Iceland’s NIIP was positive by ISK 1,963bn at the turn of the year, or 42.5% of GDP. By this measure, Iceland’s net external assets have only once been stronger, at year-end 2021, according to newly published figures from the Central Bank (CBI). Resident entities’ foreign assets totalled ISK 6,549bn at the end of 2024, while foreign liabilities were ISK 4,586bn.
External assets approaching historical high
Iceland’s net international investment position (NIIP) has seldom been as favourable as it is now. Strong portfolio investment abroad far outweighs net interest-bearing debt, and inward foreign direct investment (FDI) outweighs outward FDI. A favourable NIIP is a fundamental requirement for maintaining an independent currency without incurring excessive risk and uncertainty.
NIIP improved despite current account deficit in 2024
In 2024, Iceland’s NIIP improved by ISK 515bn, or 11% of GDP, in spite of the year’s sizeable current account deficit, which we have discussed recently. This improvement is due in large part to tailwinds in foreign securities markets. For instance, the MSCI World Index rose 12.5% in exchange rate-adjusted terms in 2024. At the same time, Iceland’s external securities holdings (i.e., portfolio investment in securities) grew by nearly 17%, presumably owing to large-scale purchases by resident investors, particularly pension funds. In this context, it is worth noting that according to CBI data, the pension funds bought foreign currency for just over ISK 84bn in 2024.
Robust foreign shareholdings a major factor
As we have discussed previously, there is a marked difference in the composition of Iceland’s external assets, on the one hand, and its external liabilities, on the other. Although net assets are sizeable, two out of four of the main asset classes comprising the NIIP are strongly negative from Iceland’s perspective.
One of these is interest-bearing debt, which exceeded [interest-bearing] assets by ISK 1,369bn at the year-end. Fortunately, though, most of external liabilities are in the form of foreign interest, and the interest burden on these liabilities is far less than it might be otherwise. [ATH: Do you mean the burden is lighter than it would be if it were domestic interest?]
The second is net inward FDI, which totalled ISK 682bn at the end of 2024, according to CBI data. For a short while, this situation was due mainly to the aluminium smelters. Recently, though, there have been large acquisitions of Icelandic companies by non-resident entities. The Kerecis and Marel deals are two recent examples. Fortunately, corresponding foreign investments by Icelanders have more or less offset this trend, and as can be seen in the chart, the net balance on this item has held broadly unchanged in the recent term.
One asset class accounts for most of Iceland’s favourable NIIP: portfolio investment. Icelanders’ net portfolio investment holdings have grown by leaps and bounds in the past decade or so, reaching ISK 3,355bn by the end of 2024. This surge is due both to investment by the pension funds and other investors and to favourable developments in share prices over the period, foreign market turbulence notwithstanding.
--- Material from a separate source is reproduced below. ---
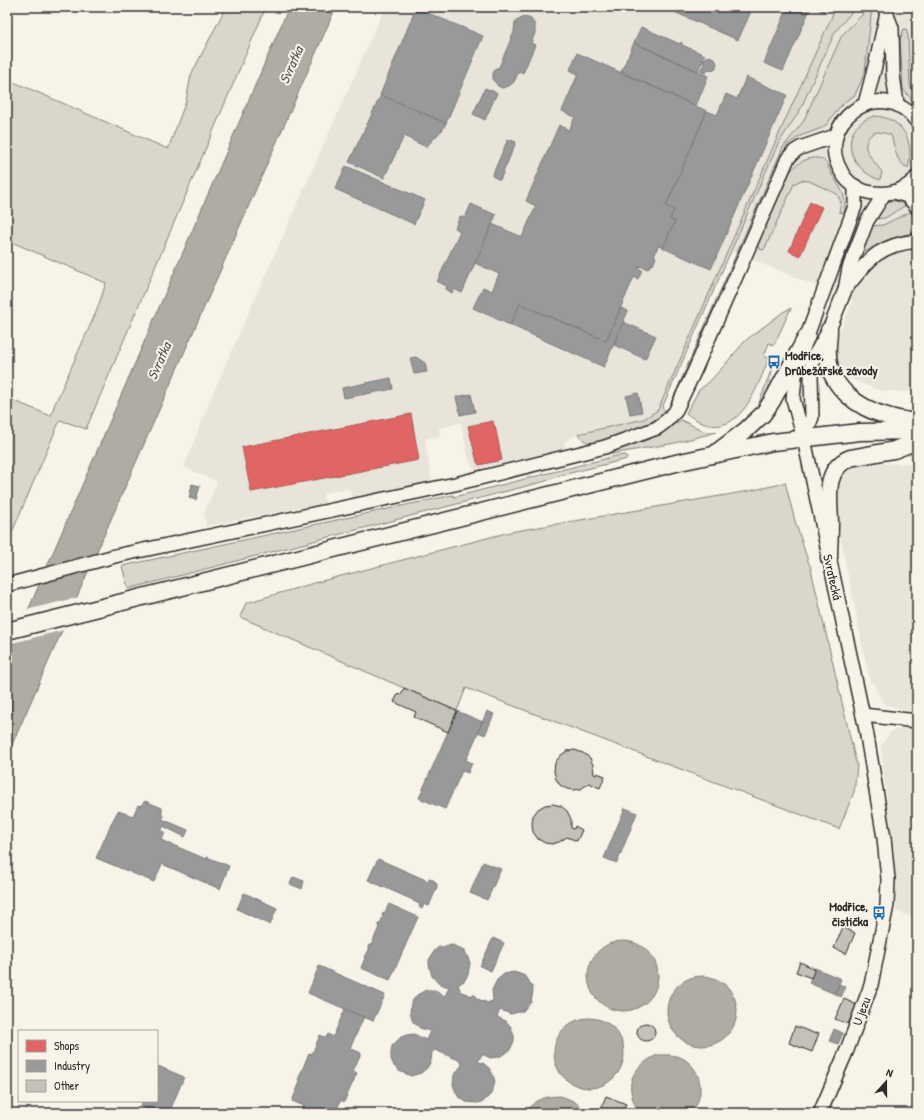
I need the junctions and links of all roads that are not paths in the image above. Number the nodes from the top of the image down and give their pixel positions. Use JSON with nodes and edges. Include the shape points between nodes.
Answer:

In addition to portfolio investment, the CBI’s international reserves themselves improve the NIIP. Because a large share of the reserves are financed domestically, that portion is not offset by external liabilities. The international reserves have long generated paltry interest income for the CBI, but rising global interest rates have provided a bit of a reprieve in this department. Of course, the interest rate differential is unfavourable for the CBI, to the extent that domestic liabilities offset the reserves.
To put it succinctly, despite the concerns sometimes voiced about inward FDI, foreign investment in Icelandic companies gives no particular cause for concern under current conditions. The fact is that Icelanders own far more in foreign companies, even though their holdings are diversified and consist to a large degree of UCITS fund shares.
The first decade of positive net assets
As is noted above, Iceland’s NIIP is one of the most positive on record. Actually, it only a decade since Iceland first saw its external assets overtake external liabilities. Before then, liabilities dwarfed assets by dozens of percentage points of GDP.
It is hard to overstate the significance of this turnaround in the NIIP. A small open economy with a floating currency and a negative external position is exceedingly vulnerable to the vicissitudes of global markets and to economic shocks, as we saw in stark relief during the 2008 financial crisis, which forced Iceland to impose broad capital account restrictions to prevent a currency crisis.
That risk is now in the rear-view mirror, thanks to the current positive position. The positive NIIP also has a positive impact on the stability of the ISK, and indeed, as we have seen in recent years, exchange rate volatility has diminished substantially in comparison with the period beforehand. A positive NIIP is therefore a key to Iceland’s ability to run an independent currency without the vastly increased uncertainty and risk that would affect both Icelanders and the non-residents that invest in Iceland or finance the economy in some other way.